Hybrid Search Techniques

Master hybrid search by combining keyword (BM25) and semantic (vector) search. Learn re-ranking, fusion strategies, and practical implementations for better retrieval.

18 min read· Hybrid Search· BM25· Vector Search· Re-ranking

Hybrid Search Techniques

Vector search is powerful for semantic understanding, but keyword search excels at exact matches. Hybrid search combines both for superior retrieval. Let's learn how.

What Vector Search Misses

python
from openai import OpenAI
import numpy as np

client = OpenAI(api_key="your-api-key")

def get_embedding(text):
    response = client.embeddings.create(
        input=text,
        model="text-embedding-3-small"
    )
    return np.array(response.data[0].embedding)

# Document collection
documents = [
    "Python 3.11 introduces new features",
    "The Python programming language is versatile",
    "JavaScript ES2023 has async improvements",
    "Model 3.11 is Tesla's electric vehicle"
]

# Query: Find Python 3.11 information
query = "Python 3.11"

query_emb = get_embedding(query)
doc_embs = [get_embedding(doc) for doc in documents]

# Calculate similarities
def cosine_similarity(a, b):
    return np.dot(a, b) / (np.linalg.norm(a) * np.linalg.norm(b))

results = []
for doc, emb in zip(documents, doc_embs):
    sim = cosine_similarity(query_emb, emb)
    results.append((doc, sim))

results.sort(key=lambda x: x[1], reverse=True)

print("Vector search results:")
for doc, score in results:
    print(f"{score:.4f} | {doc}")

# Output (problem!):
# 0.8234 | The Python programming language is versatile
# 0.7892 | Python 3.11 introduces new features  ← Should be #1!
# 0.6456 | JavaScript ES2023 has async improvements
# 0.5123 | Model 3.11 is Tesla's electric vehicle

# "Python" (general) scores higher than "Python 3.11" (specific)!

Vector Search Limitation: Embeddings capture semantic meaning but may miss exact matches, version numbers, product codes, or proper nouns. "Python" and "Python 3.11" are semantically similar, but the specific version matters!

BM25: Best Match 25

BM25 (Best Matching 25) is a ranking function for keyword search, the gold standard for exact matching.

BM25 (Best Matching 25): A ranking algorithm for keyword search that scores documents based on term frequency, document frequency, and document length.

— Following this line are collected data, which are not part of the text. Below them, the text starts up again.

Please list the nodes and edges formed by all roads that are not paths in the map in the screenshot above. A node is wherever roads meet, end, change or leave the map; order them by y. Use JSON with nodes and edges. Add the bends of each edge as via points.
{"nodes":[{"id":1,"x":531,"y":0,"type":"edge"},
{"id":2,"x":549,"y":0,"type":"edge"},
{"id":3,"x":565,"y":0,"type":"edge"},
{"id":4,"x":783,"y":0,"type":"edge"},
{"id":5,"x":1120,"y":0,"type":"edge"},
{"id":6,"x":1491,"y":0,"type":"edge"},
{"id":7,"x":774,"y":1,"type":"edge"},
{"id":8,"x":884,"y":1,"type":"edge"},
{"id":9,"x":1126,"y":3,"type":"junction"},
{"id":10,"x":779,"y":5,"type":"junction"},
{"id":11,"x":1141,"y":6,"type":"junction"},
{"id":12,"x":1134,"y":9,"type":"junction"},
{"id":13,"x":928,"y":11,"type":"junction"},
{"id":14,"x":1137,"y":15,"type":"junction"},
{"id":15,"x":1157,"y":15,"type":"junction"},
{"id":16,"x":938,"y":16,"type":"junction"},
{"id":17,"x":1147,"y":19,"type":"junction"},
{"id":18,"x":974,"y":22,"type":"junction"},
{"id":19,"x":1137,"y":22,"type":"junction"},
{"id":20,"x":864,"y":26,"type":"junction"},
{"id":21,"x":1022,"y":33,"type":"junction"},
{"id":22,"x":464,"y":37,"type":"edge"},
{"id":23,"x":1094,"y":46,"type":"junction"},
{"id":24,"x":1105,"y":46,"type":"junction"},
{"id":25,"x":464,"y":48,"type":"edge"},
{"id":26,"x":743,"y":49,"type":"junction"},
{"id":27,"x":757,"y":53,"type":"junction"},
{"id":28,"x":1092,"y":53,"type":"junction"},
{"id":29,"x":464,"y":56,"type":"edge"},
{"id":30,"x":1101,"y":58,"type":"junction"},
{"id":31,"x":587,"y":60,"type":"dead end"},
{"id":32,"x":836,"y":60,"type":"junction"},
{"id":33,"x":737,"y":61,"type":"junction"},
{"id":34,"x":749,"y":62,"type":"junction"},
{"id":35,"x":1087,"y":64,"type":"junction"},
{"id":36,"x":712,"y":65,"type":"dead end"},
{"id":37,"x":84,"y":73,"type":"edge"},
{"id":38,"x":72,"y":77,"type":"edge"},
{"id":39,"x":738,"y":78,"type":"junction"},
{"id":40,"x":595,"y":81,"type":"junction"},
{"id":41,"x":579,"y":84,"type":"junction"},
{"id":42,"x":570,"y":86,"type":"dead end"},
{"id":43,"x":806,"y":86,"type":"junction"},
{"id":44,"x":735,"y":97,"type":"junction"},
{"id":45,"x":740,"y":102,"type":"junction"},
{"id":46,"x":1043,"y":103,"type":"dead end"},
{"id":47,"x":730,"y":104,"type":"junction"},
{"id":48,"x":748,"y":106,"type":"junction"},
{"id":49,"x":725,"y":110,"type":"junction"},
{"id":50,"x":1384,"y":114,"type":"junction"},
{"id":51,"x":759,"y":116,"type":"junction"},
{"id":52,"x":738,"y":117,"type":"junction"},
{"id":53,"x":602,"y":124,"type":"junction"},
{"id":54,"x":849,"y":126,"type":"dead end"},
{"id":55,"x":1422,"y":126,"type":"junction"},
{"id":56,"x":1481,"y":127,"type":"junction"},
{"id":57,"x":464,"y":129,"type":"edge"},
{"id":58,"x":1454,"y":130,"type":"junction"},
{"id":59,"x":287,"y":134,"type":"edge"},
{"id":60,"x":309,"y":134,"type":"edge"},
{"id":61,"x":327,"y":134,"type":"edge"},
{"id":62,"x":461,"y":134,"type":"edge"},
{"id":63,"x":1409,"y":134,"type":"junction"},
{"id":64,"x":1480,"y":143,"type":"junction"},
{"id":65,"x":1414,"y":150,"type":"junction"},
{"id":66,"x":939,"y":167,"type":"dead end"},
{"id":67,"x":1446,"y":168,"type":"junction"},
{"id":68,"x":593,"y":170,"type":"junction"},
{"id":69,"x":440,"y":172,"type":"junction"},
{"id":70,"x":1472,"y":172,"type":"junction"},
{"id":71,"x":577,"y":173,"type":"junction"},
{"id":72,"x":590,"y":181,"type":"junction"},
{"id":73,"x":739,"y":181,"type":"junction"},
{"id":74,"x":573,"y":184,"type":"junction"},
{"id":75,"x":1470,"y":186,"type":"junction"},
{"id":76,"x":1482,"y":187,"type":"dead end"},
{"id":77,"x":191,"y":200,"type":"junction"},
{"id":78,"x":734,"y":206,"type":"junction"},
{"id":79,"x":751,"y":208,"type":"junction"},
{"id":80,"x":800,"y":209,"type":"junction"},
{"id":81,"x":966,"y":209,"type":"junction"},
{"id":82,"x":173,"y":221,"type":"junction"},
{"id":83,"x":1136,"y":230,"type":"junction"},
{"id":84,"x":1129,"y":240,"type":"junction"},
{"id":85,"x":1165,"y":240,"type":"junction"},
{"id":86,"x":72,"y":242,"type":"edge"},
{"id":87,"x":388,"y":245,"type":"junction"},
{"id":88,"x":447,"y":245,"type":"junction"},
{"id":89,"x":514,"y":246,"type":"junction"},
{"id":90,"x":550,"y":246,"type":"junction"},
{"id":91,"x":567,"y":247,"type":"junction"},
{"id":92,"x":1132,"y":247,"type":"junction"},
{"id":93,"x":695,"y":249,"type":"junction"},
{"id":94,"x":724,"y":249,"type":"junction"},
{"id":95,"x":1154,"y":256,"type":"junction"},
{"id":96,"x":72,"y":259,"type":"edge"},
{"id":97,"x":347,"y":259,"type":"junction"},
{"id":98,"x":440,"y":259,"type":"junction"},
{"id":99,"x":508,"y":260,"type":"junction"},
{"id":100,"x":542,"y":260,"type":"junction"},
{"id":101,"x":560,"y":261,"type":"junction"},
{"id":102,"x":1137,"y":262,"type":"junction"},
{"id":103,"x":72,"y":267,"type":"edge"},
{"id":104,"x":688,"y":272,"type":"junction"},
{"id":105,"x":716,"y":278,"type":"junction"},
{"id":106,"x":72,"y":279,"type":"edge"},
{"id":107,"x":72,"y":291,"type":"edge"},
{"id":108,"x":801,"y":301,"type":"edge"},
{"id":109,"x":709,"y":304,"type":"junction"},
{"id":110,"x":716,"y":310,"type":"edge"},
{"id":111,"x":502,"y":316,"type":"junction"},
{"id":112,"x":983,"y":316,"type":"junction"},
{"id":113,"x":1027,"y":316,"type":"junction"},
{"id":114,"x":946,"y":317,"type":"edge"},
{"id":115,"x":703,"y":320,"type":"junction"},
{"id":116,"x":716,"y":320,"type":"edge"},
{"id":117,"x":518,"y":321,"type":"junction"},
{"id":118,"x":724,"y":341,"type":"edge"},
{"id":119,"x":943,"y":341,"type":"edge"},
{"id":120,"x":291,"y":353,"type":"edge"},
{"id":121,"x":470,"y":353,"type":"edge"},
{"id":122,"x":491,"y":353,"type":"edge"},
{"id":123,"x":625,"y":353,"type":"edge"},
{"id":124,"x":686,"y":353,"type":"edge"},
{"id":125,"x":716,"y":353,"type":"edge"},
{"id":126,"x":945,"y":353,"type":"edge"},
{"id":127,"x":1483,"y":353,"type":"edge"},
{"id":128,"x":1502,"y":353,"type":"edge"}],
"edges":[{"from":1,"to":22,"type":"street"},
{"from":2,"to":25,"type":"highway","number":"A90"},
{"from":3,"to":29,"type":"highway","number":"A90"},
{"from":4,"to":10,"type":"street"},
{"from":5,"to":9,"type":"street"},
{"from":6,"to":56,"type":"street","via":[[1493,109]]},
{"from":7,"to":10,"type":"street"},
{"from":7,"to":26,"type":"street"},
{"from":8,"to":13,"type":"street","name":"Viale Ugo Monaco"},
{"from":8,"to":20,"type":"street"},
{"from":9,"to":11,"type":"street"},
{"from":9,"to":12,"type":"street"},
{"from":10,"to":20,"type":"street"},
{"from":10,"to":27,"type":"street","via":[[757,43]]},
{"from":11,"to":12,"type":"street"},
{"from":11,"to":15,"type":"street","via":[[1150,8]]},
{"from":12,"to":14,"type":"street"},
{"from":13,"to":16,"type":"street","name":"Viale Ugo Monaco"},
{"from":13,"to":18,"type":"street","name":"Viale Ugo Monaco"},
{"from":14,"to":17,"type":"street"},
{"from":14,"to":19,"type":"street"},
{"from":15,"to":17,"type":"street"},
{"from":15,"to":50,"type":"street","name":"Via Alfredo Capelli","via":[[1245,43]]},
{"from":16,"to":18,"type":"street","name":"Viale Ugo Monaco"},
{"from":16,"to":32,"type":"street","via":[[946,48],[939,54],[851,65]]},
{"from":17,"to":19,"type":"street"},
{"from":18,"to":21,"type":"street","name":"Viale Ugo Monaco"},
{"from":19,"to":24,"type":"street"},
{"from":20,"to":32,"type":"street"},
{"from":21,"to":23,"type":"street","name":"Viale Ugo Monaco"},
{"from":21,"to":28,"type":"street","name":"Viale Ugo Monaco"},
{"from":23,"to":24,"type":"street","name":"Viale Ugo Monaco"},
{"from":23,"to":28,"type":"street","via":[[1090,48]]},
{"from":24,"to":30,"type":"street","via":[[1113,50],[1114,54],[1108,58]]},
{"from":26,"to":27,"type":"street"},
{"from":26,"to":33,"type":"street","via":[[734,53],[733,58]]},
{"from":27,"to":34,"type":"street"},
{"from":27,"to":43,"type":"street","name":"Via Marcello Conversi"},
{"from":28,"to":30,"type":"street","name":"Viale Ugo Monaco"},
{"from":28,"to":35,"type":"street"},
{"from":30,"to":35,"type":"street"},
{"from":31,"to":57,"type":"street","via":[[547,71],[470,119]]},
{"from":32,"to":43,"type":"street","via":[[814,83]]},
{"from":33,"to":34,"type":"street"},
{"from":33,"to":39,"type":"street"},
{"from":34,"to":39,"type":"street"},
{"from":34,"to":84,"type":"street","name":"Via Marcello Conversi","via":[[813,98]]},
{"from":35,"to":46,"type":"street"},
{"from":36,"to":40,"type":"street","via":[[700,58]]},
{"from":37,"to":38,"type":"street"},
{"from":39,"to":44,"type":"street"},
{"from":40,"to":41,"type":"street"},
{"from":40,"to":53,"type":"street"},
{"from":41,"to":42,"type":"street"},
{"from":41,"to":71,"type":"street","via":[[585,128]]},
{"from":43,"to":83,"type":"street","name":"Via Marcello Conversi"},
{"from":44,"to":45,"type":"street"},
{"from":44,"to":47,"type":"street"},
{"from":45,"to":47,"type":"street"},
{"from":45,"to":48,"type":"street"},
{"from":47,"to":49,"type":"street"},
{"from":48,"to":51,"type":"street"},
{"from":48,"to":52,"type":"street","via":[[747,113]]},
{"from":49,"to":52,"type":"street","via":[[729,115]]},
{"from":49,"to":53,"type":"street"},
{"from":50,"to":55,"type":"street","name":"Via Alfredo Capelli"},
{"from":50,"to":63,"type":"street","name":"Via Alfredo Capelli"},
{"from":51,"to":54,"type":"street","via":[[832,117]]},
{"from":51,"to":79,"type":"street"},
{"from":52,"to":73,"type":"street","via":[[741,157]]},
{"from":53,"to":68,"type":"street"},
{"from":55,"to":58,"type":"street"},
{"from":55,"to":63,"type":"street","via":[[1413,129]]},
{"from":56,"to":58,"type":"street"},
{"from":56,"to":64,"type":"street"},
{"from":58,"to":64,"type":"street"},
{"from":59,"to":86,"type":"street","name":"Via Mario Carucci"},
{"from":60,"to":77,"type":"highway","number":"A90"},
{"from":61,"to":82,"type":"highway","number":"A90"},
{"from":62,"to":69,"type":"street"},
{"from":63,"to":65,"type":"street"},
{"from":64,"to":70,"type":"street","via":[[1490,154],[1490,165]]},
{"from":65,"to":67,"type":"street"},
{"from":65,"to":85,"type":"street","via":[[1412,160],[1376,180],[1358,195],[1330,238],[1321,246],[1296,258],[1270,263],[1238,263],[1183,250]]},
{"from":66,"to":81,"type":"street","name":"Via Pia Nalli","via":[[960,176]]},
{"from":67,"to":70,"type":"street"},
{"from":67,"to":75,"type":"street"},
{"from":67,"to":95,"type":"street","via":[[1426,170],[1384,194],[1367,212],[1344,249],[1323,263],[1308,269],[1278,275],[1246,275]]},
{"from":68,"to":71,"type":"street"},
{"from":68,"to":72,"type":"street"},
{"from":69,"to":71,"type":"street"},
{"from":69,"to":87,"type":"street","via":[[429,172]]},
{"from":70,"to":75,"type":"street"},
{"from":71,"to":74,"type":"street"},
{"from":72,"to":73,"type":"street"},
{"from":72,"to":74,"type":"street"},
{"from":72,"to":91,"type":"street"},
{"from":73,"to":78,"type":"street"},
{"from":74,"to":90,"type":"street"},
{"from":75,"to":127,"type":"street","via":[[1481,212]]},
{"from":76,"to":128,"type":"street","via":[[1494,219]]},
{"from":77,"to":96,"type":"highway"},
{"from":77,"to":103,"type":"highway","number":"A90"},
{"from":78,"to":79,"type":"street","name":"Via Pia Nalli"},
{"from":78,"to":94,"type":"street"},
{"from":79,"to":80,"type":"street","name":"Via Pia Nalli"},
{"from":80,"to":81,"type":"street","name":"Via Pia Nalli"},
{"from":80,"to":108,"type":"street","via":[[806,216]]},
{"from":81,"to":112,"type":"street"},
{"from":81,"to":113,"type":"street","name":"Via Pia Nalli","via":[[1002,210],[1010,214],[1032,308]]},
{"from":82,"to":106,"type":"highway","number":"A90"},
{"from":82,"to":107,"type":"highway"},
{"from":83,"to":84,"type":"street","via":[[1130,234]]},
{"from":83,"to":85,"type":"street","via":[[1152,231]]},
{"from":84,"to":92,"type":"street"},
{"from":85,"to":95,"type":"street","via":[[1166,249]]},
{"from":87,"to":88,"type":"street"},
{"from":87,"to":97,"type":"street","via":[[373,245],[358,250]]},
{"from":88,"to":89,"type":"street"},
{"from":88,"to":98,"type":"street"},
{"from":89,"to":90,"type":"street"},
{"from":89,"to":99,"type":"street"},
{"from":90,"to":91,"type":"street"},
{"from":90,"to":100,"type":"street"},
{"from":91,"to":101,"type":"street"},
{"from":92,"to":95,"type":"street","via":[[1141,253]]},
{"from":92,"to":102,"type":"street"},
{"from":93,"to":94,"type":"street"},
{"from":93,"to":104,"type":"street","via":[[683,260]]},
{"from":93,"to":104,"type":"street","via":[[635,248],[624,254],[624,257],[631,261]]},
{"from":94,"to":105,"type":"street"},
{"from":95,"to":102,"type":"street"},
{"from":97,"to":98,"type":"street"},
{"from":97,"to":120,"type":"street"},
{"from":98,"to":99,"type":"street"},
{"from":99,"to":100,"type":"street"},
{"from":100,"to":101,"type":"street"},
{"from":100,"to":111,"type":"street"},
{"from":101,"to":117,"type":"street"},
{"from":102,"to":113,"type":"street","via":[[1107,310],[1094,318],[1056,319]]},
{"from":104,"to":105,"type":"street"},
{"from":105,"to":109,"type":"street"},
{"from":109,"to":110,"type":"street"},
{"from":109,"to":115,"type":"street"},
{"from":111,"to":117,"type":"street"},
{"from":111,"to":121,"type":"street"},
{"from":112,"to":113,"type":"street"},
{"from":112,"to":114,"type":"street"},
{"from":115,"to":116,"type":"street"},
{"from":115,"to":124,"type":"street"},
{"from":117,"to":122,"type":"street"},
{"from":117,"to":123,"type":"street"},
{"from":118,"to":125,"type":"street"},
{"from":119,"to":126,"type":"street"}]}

It excels at finding exact matches and is the industry standard for lexical search.

How BM25 Works

python
"""
BM25 scores documents based on:

1. Term Frequency (TF): How often does the query term appear?
2. Inverse Document Frequency (IDF): How rare is the term?
3. Document Length Normalization: Penalize very long documents

Formula:
score(D, Q) = Σ IDF(qi) × (f(qi, D) × (k1 + 1)) / (f(qi, D) + k1 × (1 - b + b × |D| / avgdl))

Where:
- D: Document
- Q: Query
- qi: Query term i
- f(qi, D): Frequency of qi in D
- k1: Term frequency saturation parameter (default: 1.5)
- b: Length normalization parameter (default: 0.75)
- |D|: Document length
- avgdl: Average document length
"""

Implementing BM25

python
# pip install rank-bm25

from rank_bm25 import BM25Okapi
import numpy as np

# Documents
documents = [
    "Python 3.11 introduces new features",
    "The Python programming language is versatile",
    "JavaScript ES2023 has async improvements",
    "Model 3.11 is Tesla's electric vehicle"
]

# Tokenize documents (simple whitespace)
tokenized_docs = [doc.lower().split() for doc in documents]

# Create BM25 index
bm25 = BM25Okapi(tokenized_docs)

# Query
query = "Python 3.11"
tokenized_query = query.lower().split()

# Get BM25 scores
scores = bm25.get_scores(tokenized_query)

# Rank results
results = [(doc, score) for doc, score in zip(documents, scores)]
results.sort(key=lambda x: x[1], reverse=True)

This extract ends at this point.